The experience is interactive and no-code, making it approachable for less technical roles. Users can point and click to adjust the time range of data and filter down for particular segments. In the future, we'd like to make it easy to compare multiple segments of data side-by-side.

Currently, Data Explorer is available for just a subset of customers and for the Snowflake integration only. Your Monte Carlo Agent must be version 16624 or higher.

Using Data Explorer

No monitor or prior configuration is needed to use Data Explorer for a table. When a user loads the Data Explorer tab in Assets, it executes queries against the source warehouse to retrieve up to date statistics about the table. See the Architecture section to learn more about how the results of these queries are handled, to ensure data is not stored by Monte Carlo.

**Filters**, **Row count**, and **Segments** sections of Data Explorer. Adjust the slider in **Row count** and click on values in **Segments** to filter the rest of the data in the dashboard.

Filters, Row count, and Segments sections of Data Explorer. Adjust the slider in Row count and click on values in Segments to filter the rest of the data in the dashboard.

Data Explorer contains 4 sections:

  • Filters: summary of the filters applied on the data being shown. By default, a filter is applied for the trailing 7 days on a user-selected time field. The time filter can be changed using the time range selector at the top of the Assets page. You can further filter the data by applying a custom WHERE clause.
  • Row count: histogram of the count of rows, aggregated using a user-selected time field. At the bottom of this section is an easily adjustable slider to shorten or slide the desired time range.
  • Segments: bar charts that show the distribution of values of user-selected fields. Clicking the values will filter the rest of the data in Data Explorer for that segment. These are most useful if you select categorical fields. Results are limited to the 50 most frequent values.
  • Field profile: common statistical metrics for each field, like the count and % of nulls, count and % unique, minimum, maximum, mean, and standard deviation. Users can drill down into specific metrics to see how they trend over time.

It's intended for users to filter and refine for a specific segment or time range of data in the first 3 sections, so they can then see the Field Profile for that segment.

**Field profile** and **Sample rows** sections.

Field profile section of Data Explorer.

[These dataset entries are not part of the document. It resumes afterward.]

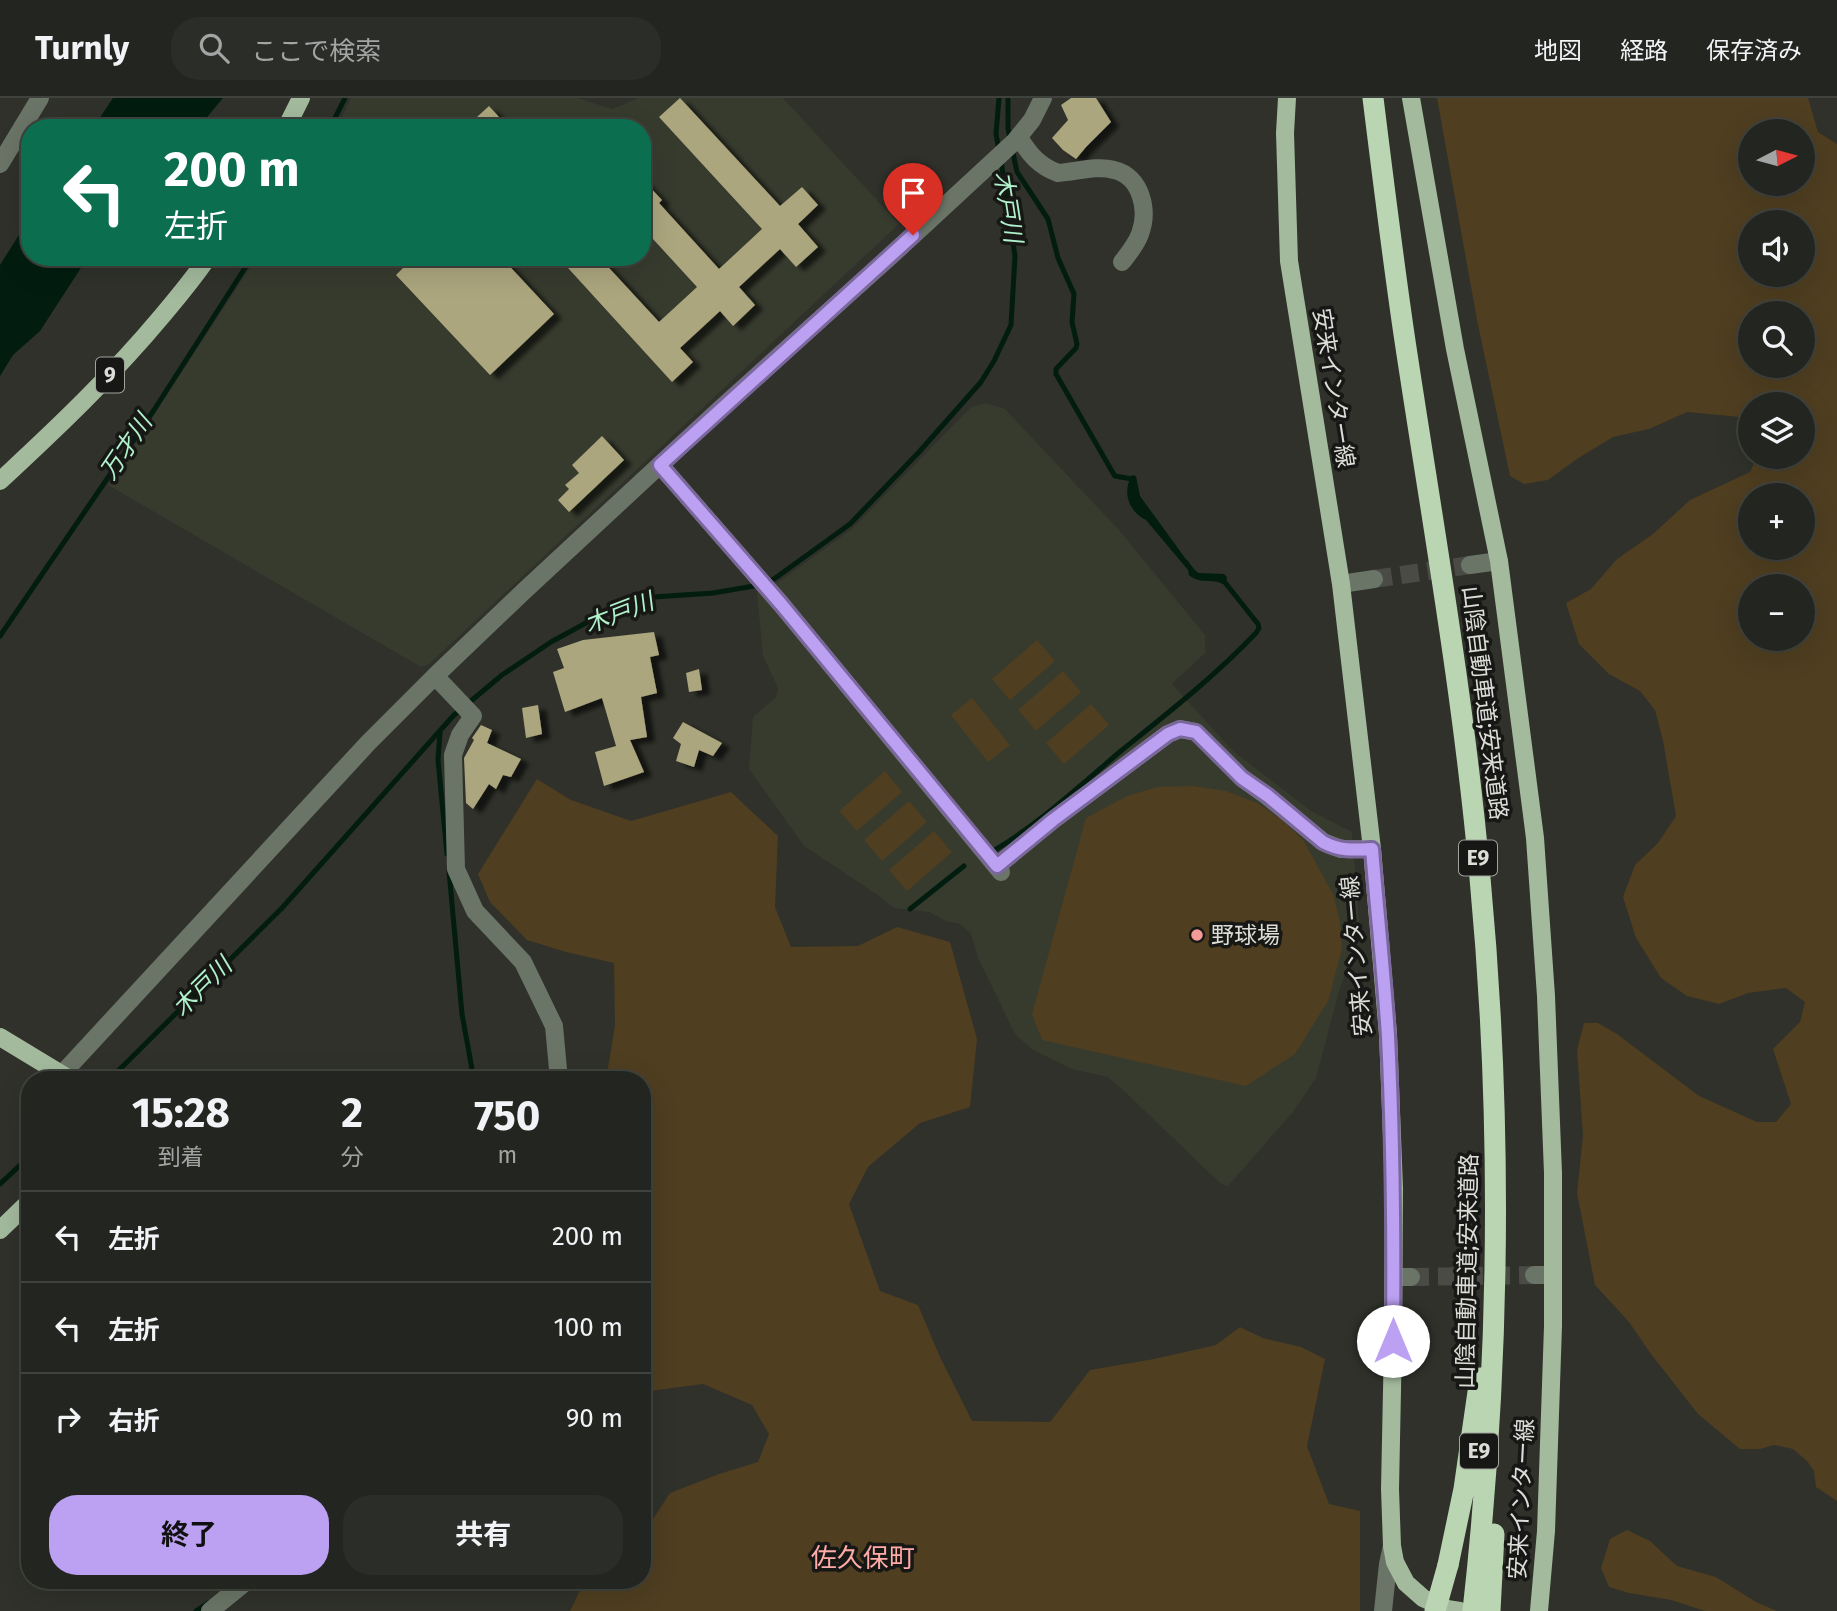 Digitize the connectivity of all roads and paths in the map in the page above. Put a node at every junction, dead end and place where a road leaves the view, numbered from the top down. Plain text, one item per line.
1 (40, 98) edge
2 (301, 98) edge
3 (1044, 98) edge
4 (1287, 98) edge
5 (1364, 98) edge
6 (1373, 98) edge
7 (1411, 98) edge
8 (27, 119) edge
9 (290, 119) edge
10 (21, 129) edge
11 (1017, 139) junction
12 (1376, 158) junction
13 (0, 164) edge
14 (1122, 262) dead end
15 (202, 266) edge
16 (660, 465) junction
17 (0, 481) edge
18 (1499, 561) junction
19 (1470, 565) tunnel mouth
20 (1374, 579) tunnel mouth
21 (1341, 584) junction
22 (435, 676) junction
23 (1372, 849) junction
24 (0, 1037) edge
25 (57, 1071) edge
26 (72, 1071) edge
27 (558, 1071) edge
28 (21, 1210) edge
29 (0, 1230) edge
30 (1553, 1275) junction
31 (1534, 1276) tunnel mouth
32 (1484, 1338) junction
33 (1392, 1546) junction
34 (1480, 1565) junction
35 (237, 1589) edge
36 (210, 1611) edge
37 (1383, 1611) edge
38 (1435, 1611) edge
39 (1462, 1611) edge
40 (1473, 1611) edge
41 (1490, 1611) edge
42 (1539, 1611) edge

1 - 8 street
2 - 9 main road
3 - 11 street
4 - 21 main road, 安来インター線
5 - 12 highway, 山陰自動車道;安来道路 / E9
6 - 12 highway, 山陰自動車道;安来道路 / E9
7 - 18 main road, 安来インター線
10 - 13 street
11 - 14 street
11 - 16 street
12 - 32 highway, 山陰自動車道;安来道路 / E9
12 - 34 highway, 山陰自動車道;安来道路 / E9
15 - 17 main road, 9
16 - 22 street
16 - 23 street
18 - 19 street
18 - 30 main road, 安来インター線
20 - 21 street
21 - 23 main road, 安来インター線
22 - 26 street
22 - 27 street
23 - 33 main road, 安来インター線
24 - 25 main road
28 - 29 main road
30 - 31 street
30 - 42 main road, 安来インター線
32 - 34 highway, 山陰自動車道;安来道路 / E9
32 - 38 highway, bridge
33 - 37 street
33 - 39 main road, 安来インター線
34 - 39 highway, 山陰自動車道;安来道路 / E9
34 - 40 highway, 山陰自動車道;安来道路 / E9
34 - 41 highway
35 - 36 street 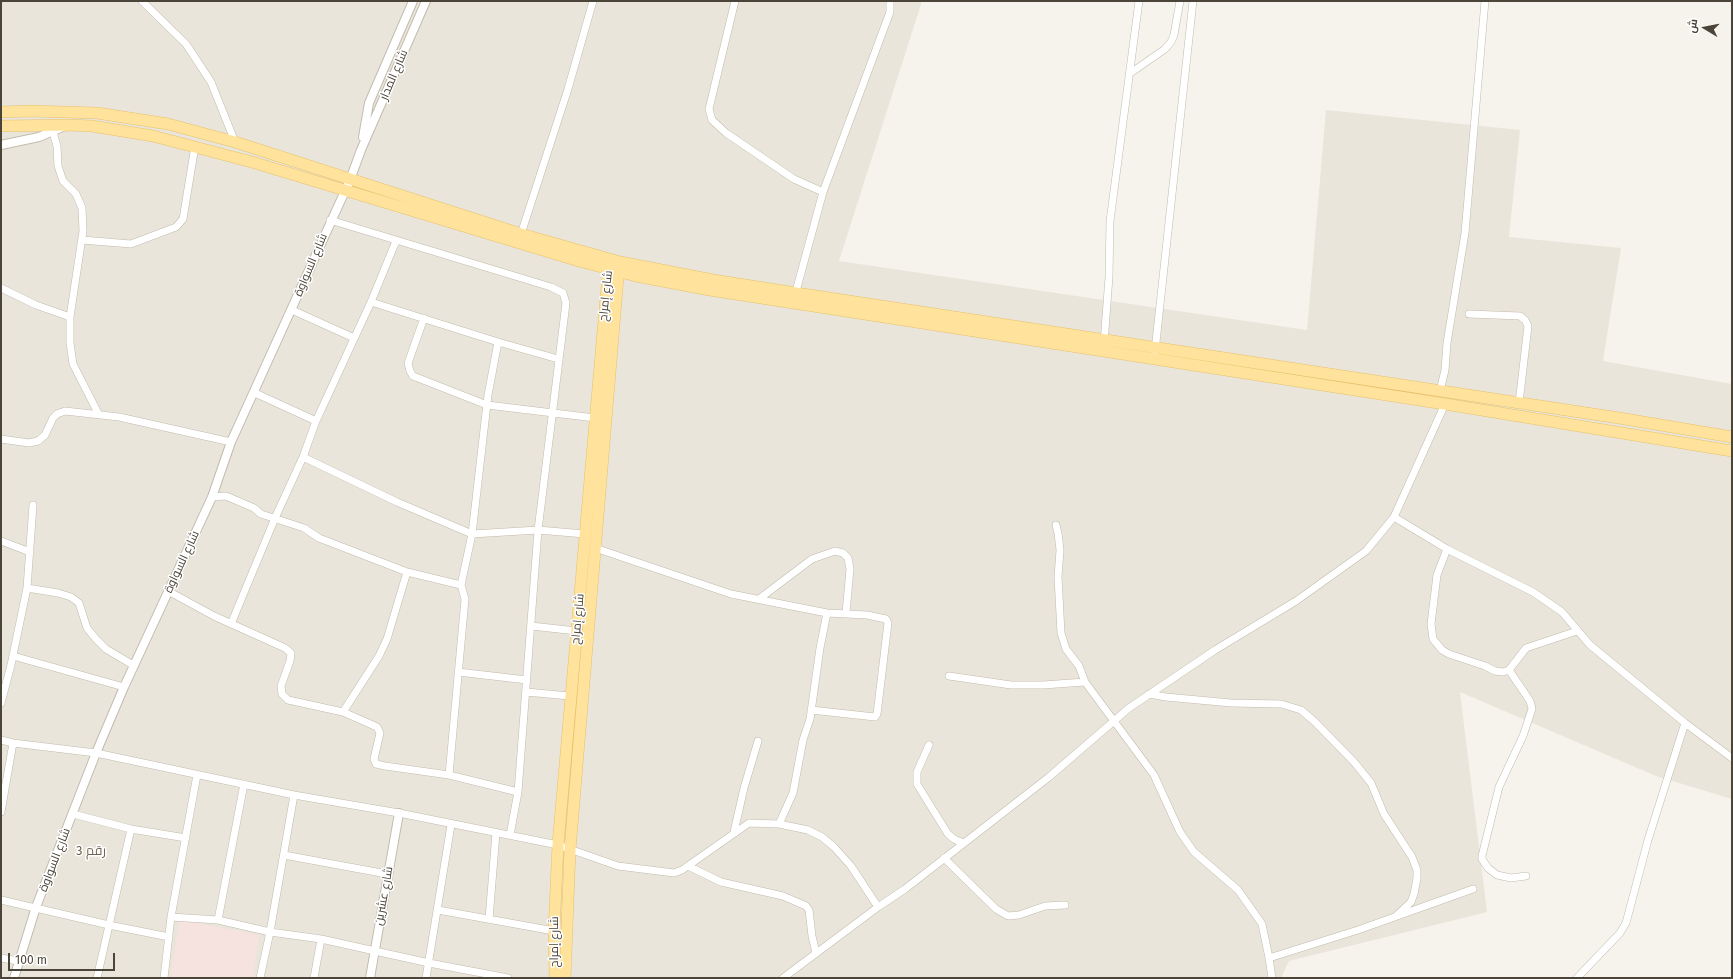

Users can click into any metric to see its trend over time.

Users can also drill-down into a field profile metric to see how that metric has trended over time. This helps a user to validate an issue reported by a business partner. For example, if someone is reporting a sudden spike of nulls in a key field… it’s now much easier to validate that without ever writing SQL or setting up a monitor.

Drill-down into a specific field metric to see how has trended over time.

Drill-down into a specific field metric to see how has trended over time.

Architecture and Permissions

Data Explorer is only available for users with roles of Account Owner, Domains Manager, and Editor.

The queries executed by the Data Explorer are created in the backend by Monte Carlo and dispatched to the customer's Monte Carlo Agent. The agent executes the query and stores the result in the customer-specific object storage. Then it returns a signed URL (with a 5 minutes expiration time) back to Monte Carlo, which serves them back to the browser for download.

Data queried by the Data Explorer does not pass through the Monte Carlo Cloud Service. It's only handled by the Monte Carlo Agent, and the user's browser. For more detail, see our Architecture & Deployment Options.

Care is taken to ensure that Monte Carlo does not run a large or costly query. By default, Monte Carlo will filter for the trailing week's worth of data using a user-selected time field. If Monte Carlo anticipates that this will query too much data, it pre-emptively suggests that the user select a narrower time window or apply a WHERE clause.

If Monte Carlo anticipates that a query will be too large, it will prompt the user to select a shorter time range or apply. WHERE clause.

If Monte Carlo anticipates that a query will be too large, it will prompt the user to select a shorter time range or apply. WHERE clause.

Running the Data Explorer using customer-hosted Object Storage

If you are hosting the object storage, you need to ensure it allows CORS requests from the browser to allow the Data Explorer UI to fetch the query responses.

For S3, the following CORS access policy will allow us to get the data exported by the Data Explorer:

[
    {
        "AllowedHeaders": [
            "*"
        ],
        "AllowedMethods": [
            "GET"
        ],
        "AllowedOrigins": [
            "https://*.getmontecarlo.com"
        ],
        "ExposeHeaders": [],
        "MaxAgeSeconds": 3000
    }
]

See https://docs.aws.amazon.com/AmazonS3/latest/userguide/enabling-cors-examples.html for more information.